Psychology, Department of

 

Date of this Version

July 2008

Comments

A DISSERTATION Presented to the Faculty of The Graduate College at the University of Nebraska In Partial Fulfillment of Requirements For the Degree of Doctor of Philosophy. Major: Psychology. Under the Supervision of Professor Debra A. Hope
Lincoln, Nebraska: May, 2008
Copyright (c) 2008 Nathan Alan Miller

Abstract

Recent research suggests the presence of both common and disorder-specific emotion regulation deficits across the anxiety disorders (Turk et al., 2005), including those that may be uniquely characteristic of social phobia (SP; Kashdan & Breen, 2008; Kashdan & Steger, 2006; Turk et al., 2005). The purpose of the present study was to replicate and expand upon this growing literature in important directions. The initial portion of this study involved administration of relevant self-report symptom, emotion, and emotion regulation survey measures to a large undergraduate sample (N = 784).
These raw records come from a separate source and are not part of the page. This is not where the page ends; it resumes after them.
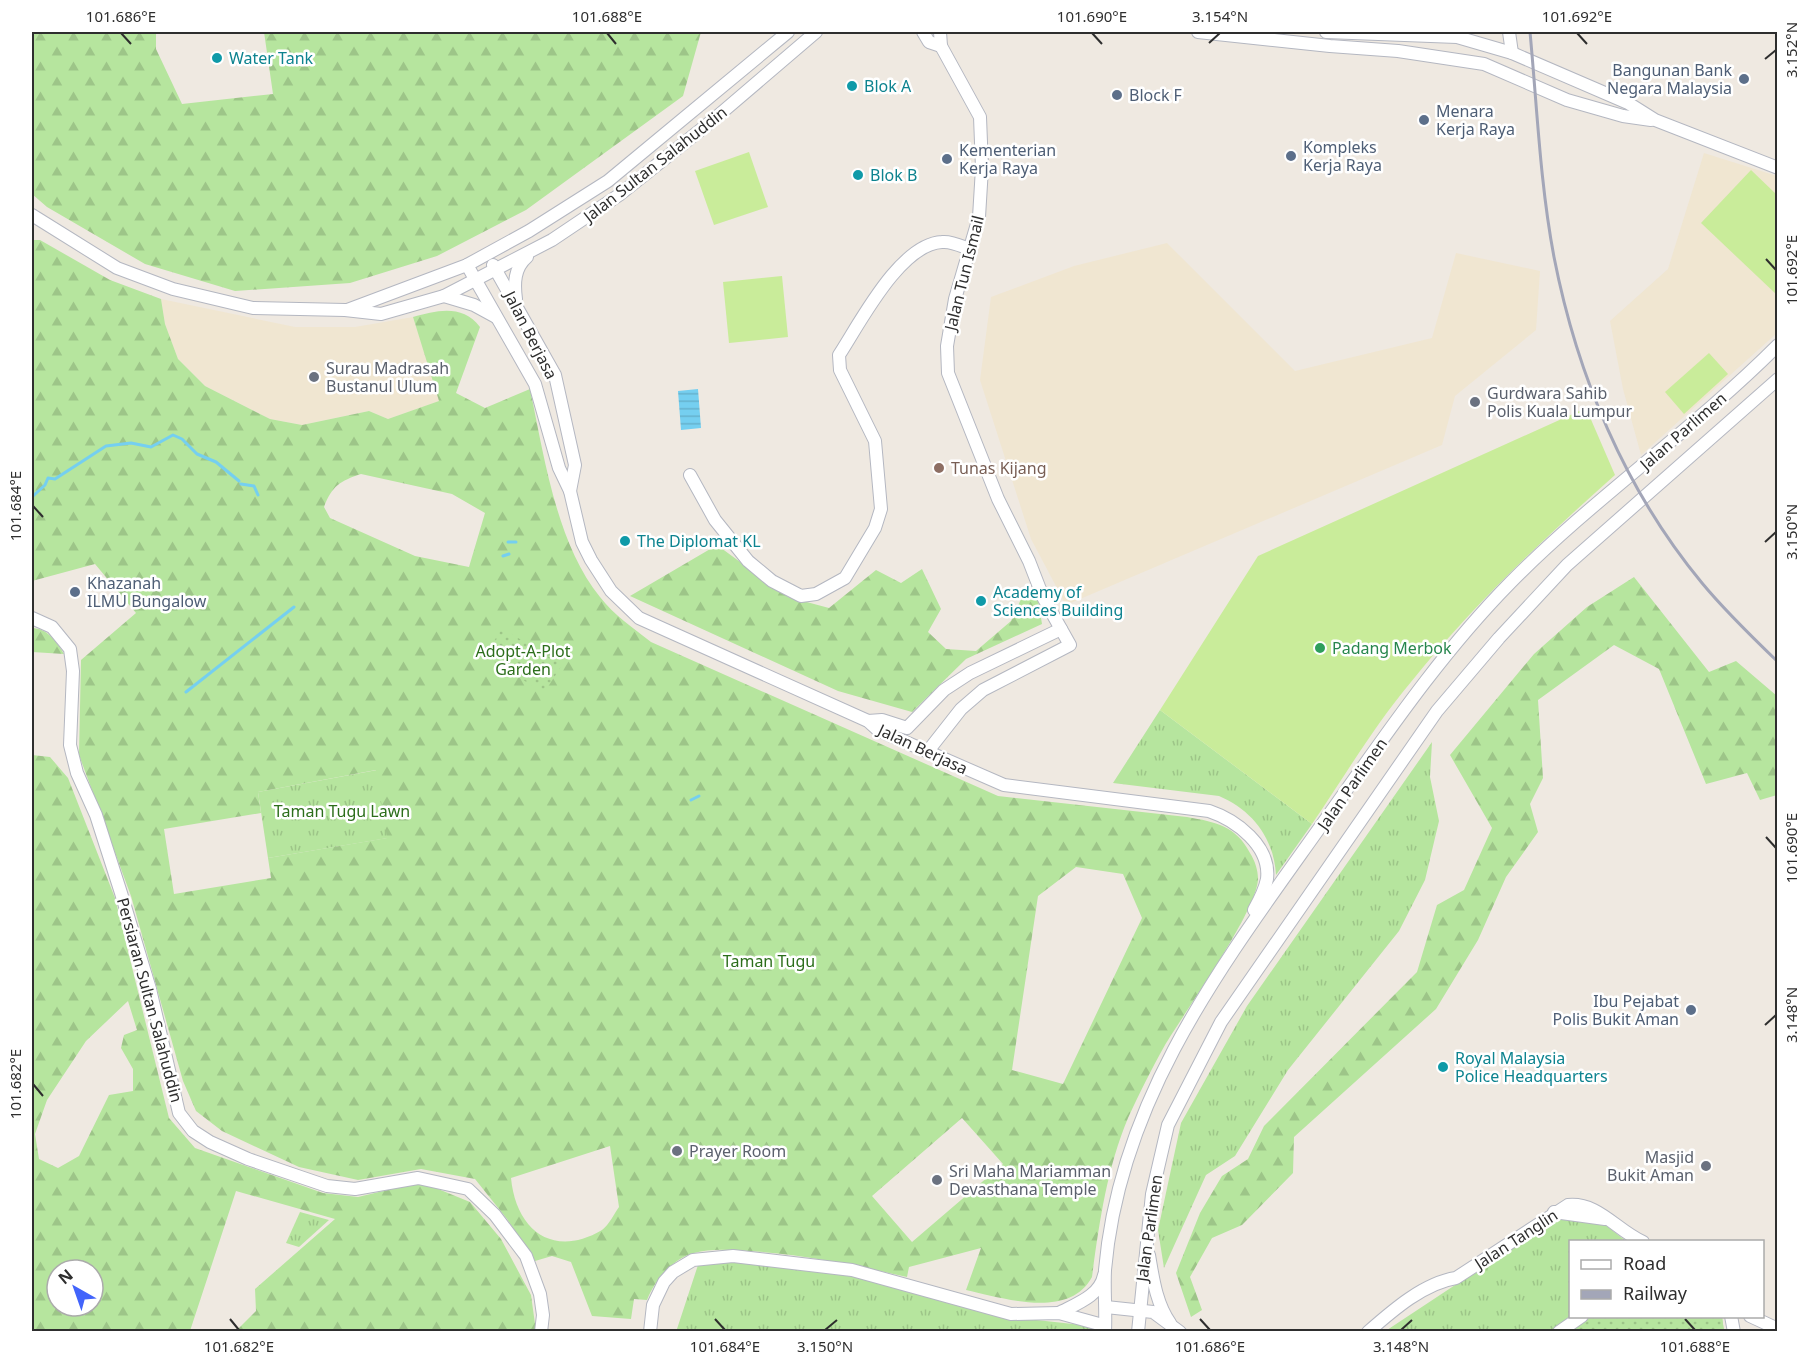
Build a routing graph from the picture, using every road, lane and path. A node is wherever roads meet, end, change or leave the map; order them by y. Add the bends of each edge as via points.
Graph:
1 (788, 32) edge
2 (816, 32) edge
3 (923, 32) edge
4 (940, 32) edge
5 (1198, 32) edge
6 (1326, 32) edge
7 (1470, 32) edge
8 (1509, 32) edge
9 (1458, 37) junction
10 (940, 46) junction
11 (1512, 53) junction
12 (1655, 120) junction
13 (1757, 159) junction
14 (1778, 163) edge
15 (1778, 168) edge
16 (32, 215) edge
17 (537, 249) junction
18 (969, 249) junction
19 (487, 254) junction
20 (467, 265) junction
21 (496, 270) junction
22 (476, 281) junction
23 (444, 296) junction
24 (516, 304) junction
25 (345, 310) junction
26 (497, 318) junction
27 (1778, 345) edge
28 (1778, 379) edge
29 (690, 475) dead end
30 (570, 491) junction
31 (32, 618) edge
32 (1061, 629) junction
33 (1046, 658) junction
34 (922, 716) junction
35 (868, 721) junction
36 (924, 750) junction
37 (1238, 943) junction
38 (1146, 1236) junction
39 (1630, 1239) edge
40 (1105, 1270) junction
41 (1106, 1307) junction
42 (1139, 1310) junction
43 (1059, 1313) junction
44 (1389, 1314) junction
45 (1580, 1318) edge
46 (1752, 1318) edge
47 (1170, 1323) junction
48 (1778, 1329) edge
49 (1105, 1330) edge
50 (541, 1332) edge
51 (650, 1332) edge
52 (1138, 1332) edge
53 (1180, 1332) edge
54 (1368, 1332) edge
55 (1377, 1332) edge
56 (1559, 1332) edge

1 - 19 street, Jalan Sultan Salahuddin via 608,181
2 - 17 street, Jalan Sultan Salahuddin via 619,195
3 - 10 street, Jalan Tun Ismail via 929,42
4 - 10 street, Jalan Tun Ismail
5 - 12 street via 1398,51 1484,64 1567,100 1623,116
6 - 9 street
7 - 9 street
8 - 11 street
9 - 11 street
10 - 18 street, Jalan Tun Ismail via 980,117 979,217
11 - 12 street via 1628,103
12 - 13 street
13 - 14 street
13 - 15 street
16 - 25 street, Jalan Sultan Salahuddin via 117,268 173,289 253,308
17 - 21 street, Jalan Sultan Salahuddin
17 - 24 street via 521,262 515,279
18 - 29 street via 940,242 903,262 839,355 840,370 875,441 881,509 875,528 845,578 816,594 801,596 772,581 748,561 715,520
18 - 32 street, Jalan Tun Ismail via 946,346 948,373 998,499
19 - 20 street, Jalan Sultan Salahuddin
19 - 21 street, Jalan Berjasa
20 - 22 street, Jalan Berjasa
20 - 25 street, Jalan Sultan Salahuddin
21 - 22 street, Jalan Sultan Salahuddin
21 - 24 street, Jalan Berjasa
22 - 23 street, Jalan Sultan Salahuddin
22 - 26 street, Jalan Berjasa
23 - 25 street, Jalan Sultan Salahuddin via 381,314
23 - 26 street via 474,305
24 - 30 street, Jalan Berjasa via 555,375 575,465
26 - 30 street, Jalan Berjasa via 535,384 559,468
27 - 37 street, Jalan Parlimen via 1706,412 1563,532 1509,584 1410,702
28 - 38 street, Jalan Parlimen via 1567,565 1437,711 1221,1022 1168,1125
30 - 35 street, Jalan Berjasa via 577,526 591,560 610,591 639,618
31 - 50 street, Persiaran Sultan Salahuddin via 52,627 70,649 70,745 122,893 150,989 179,1113 210,1142 327,1186 355,1189 418,1178 468,1189 495,1215 525,1256 540,1294
32 - 33 street
32 - 33 street, Jalan Tun Ismail via 1070,645
32 - 34 street via 970,673 945,690
33 - 36 street, Jalan Tun Ismail via 983,690
34 - 35 street via 907,728 882,720
34 - 36 street via 917,727
35 - 36 street, Jalan Berjasa via 878,730
36 - 37 street, Jalan Berjasa via 1004,785 1209,811 1236,823 1258,848 1267,878
37 - 40 street, Jalan Parlimen via 1170,1054 1142,1116 1117,1197
38 - 42 street, Jalan Parlimen
38 - 47 street via 1153,1283
39 - 44 street, Jalan Tanglin via 1595,1208 1568,1205 1456,1278 1439,1281
40 - 41 street, Jalan Parlimen
40 - 43 street via 1103,1281 1089,1298
41 - 42 street
41 - 49 street, Jalan Parlimen
42 - 47 street via 1153,1312
42 - 52 street, Jalan Parlimen
43 - 49 street via 1099,1324
43 - 51 street via 1011,1314 852,1270 777,1260 707,1257 693,1260 664,1282 653,1305
44 - 54 street, Jalan Tanglin
44 - 55 street, Jalan Tanglin
45 - 56 street
46 - 48 street
47 - 53 street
Scores on several symptom measures were used to create a SP analogue group, generalized anxiety disorder (GAD) analogue group (anxious control group), and non-anxious control group. Expanding upon previous work, a subset of these participants (SP = 19; GAD = 23; control = 40) then participated in computerized experience-sampling (ES), a methodology with numerous advantages over traditional self-report (Bolger et al., 2003). ES items designed for this study assessed (in “state” format) situational factors, disorder-specific symptoms, emotional experience, and relevant emotion regulation constructs at randomized intervals on multiple occasions per day over the course of one week. Consistent with previous work, group comparisons of traditional survey data revealed evidence of less positive affect, greater negative affect, and broad emotion regulation deficits in both the SP and GAD groups when compared with non-anxious controls. A greater tendency to suppress the expression of emotion and deficits in emotional awareness and clarity appeared to uniquely characterize the SP group. At the level of moment-to-moment experience, however, no group differences with regard to the experience, expression, awareness, or acceptance of (positive or negative) emotion were found. ES data did provide some further indication that SP may uniquely involve deficits in the clarity of emotion. Implications for emotion dysregulation conceptualizations of SP and GAD, symptoms of these disorders in daily life, limitations, and suggestions for further research are discussed.